A letter from Rod Thomas to Reform members: Rod writes in response to the York General Synod


Rod Thomas
July 17, 2014

Dear Member of Reform

You will have been saddened, but probably not surprised, by the General Synod’s vote last Monday on women bishops. This was the logical outcome of the decision in 1993 to enable women to be ordained to the presbyterate in the Church of England. That decision prompted the formation of Reform and since then we have actively sought to urge the Church to reform herself under the authority of the Word of God.

Over the last 10 years we have worked hard both to resist the introduction of women bishops and to offer ways in which appropriate provision could be made if the Church of England insisted on going down this path. Regrettably none of our proposals were accepted and we are now faced with a prolonged period of uncertainty about the ways forward for our congregations.

However, we can continue to minister to each other and our wider communities with confidence because God’s Word hasn’t changed. Article 20 says that it is not lawful for the Church to ordain any thing that is contrary to God’s Word written and no vote of General Synod can alter the clear teaching of Scripture. We continue to rejoice therefore in the way God has ordered relationships between men and women in the families of both home and church. This reflects the ordering of the Trinity, where The Father and Son love each other, yet this love is expressed asymmetrically. The Son’s love is marked by a willing and joyful submission to his Father’s will, as when Jesus says, “I love the Father and that I do exactly what my Father has commanded me” (John 14.31). Furthermore, although the Son is fully God, he ultimately submits for eternity to his Father (1 Corinthians 15:28).
Similarly, men and women are equal in God’s eyes (Galatians 3:28) yet have different roles in family life. In our relationships, we model what is true of our loving God. This appears to be Paul’s starting point in 1 Corinthians 11.3: “Now I want you to realise that the head of every man is Christ, and the head of the woman is man, and the head of Christ is God.” Further, the Divine ordering of men and women was God’s clear intention at the very beginning of human creation (1 Corinthians 11:8). As a result, the responsibility for teaching and leading rests with men (eg 1 Timothy 2:12). Male headship no more demeans women than it demeans Christ under the headship of his Father – which is clearly impossible in the perfect love of the Trinity. So from God’s first purposes in creation to his ultimate salvation, headship and submission are taught and modelled.

It is going to be our privilege to teach and model in the lives of our churches these great truths. How we do that is something we will be discussing over the next few months. The House of Bishops’ Declaration says that it is committed to our flourishing and that our understanding of ministry remains within the spectrum of Anglican teaching and tradition. The Declaration contains five guiding principles, in which the fourth recognises that we will be unable to accept the ministry of women bishops or priests.

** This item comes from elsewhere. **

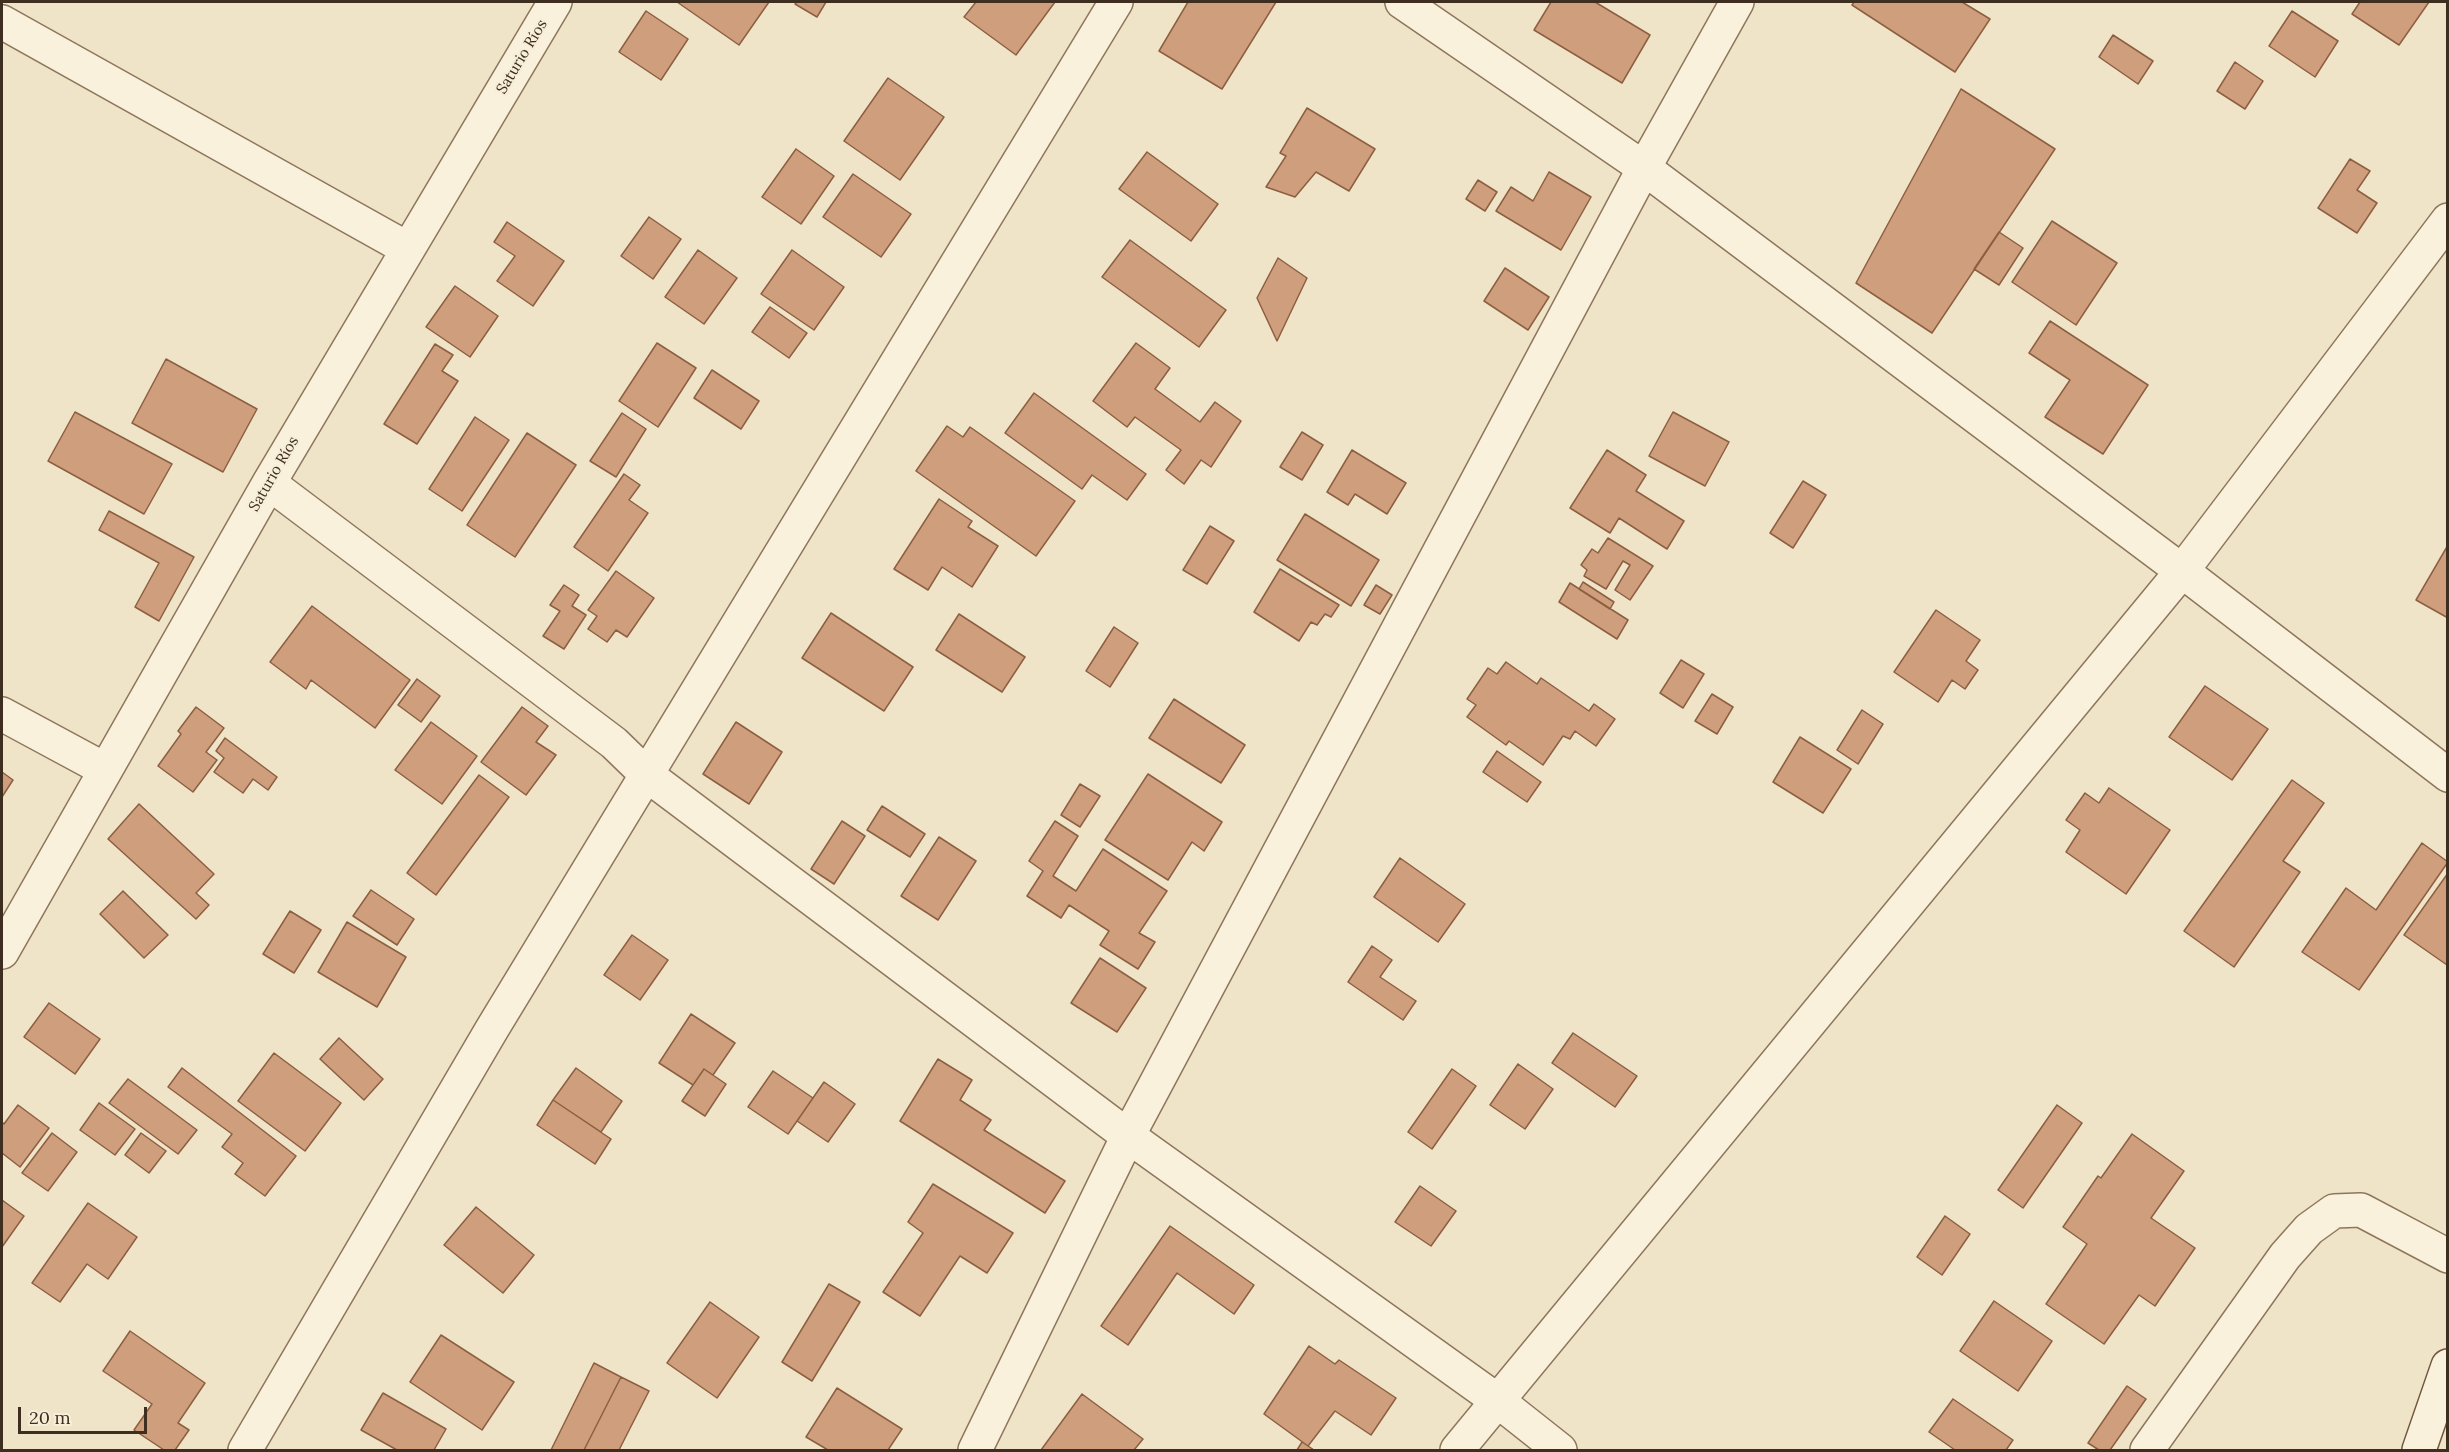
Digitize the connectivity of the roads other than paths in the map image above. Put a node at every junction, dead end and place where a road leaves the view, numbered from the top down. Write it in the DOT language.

We will, therefore, need to press these points as we seek appropriate oversight. In this context we note that the Declaration assures us that a conservative evangelical bishop will be consecrated within the Church of England who can provide episcopal ministry that accords with our theological convictions.

So what should we do next?

First, we will be gathering on 22nd September at the ReNew conference to consider our strategy for the future.  Our focus will be on growing Gospel ministry through local Anglican churches.  Part of our job will be to ensure that in Reform we stand together, especially with those who consider the provision in the House of Bishops’ Declaration inadequate.

Secondly, we will in the next few weeks seek to help PCCs think through both whether they consider themselves able to act on the new provision in the House of Bishops' declaration and, if they do, what might be involved.  As you know, the Declaration allows parishes to gain access to appropriate episcopal ministry by passing a formal resolution. The process is supported by a legally established Disputes Procedure with an Independent Reviewer. We will be making preliminary guidance available over the summer. The guidance will be ‘preliminary’ because PCCs will undoubtedly raise issues over time that will need to be covered in a future publication.

So, now that the vote has happened and the Church of England is set on the course of introducing female bishops, let’s once again take courage from the words of Scripture: ‘Be watchful, stand firm in the faith, act like men, be strong. Let all you do be done in love.’ (1 Cor 16:13-14).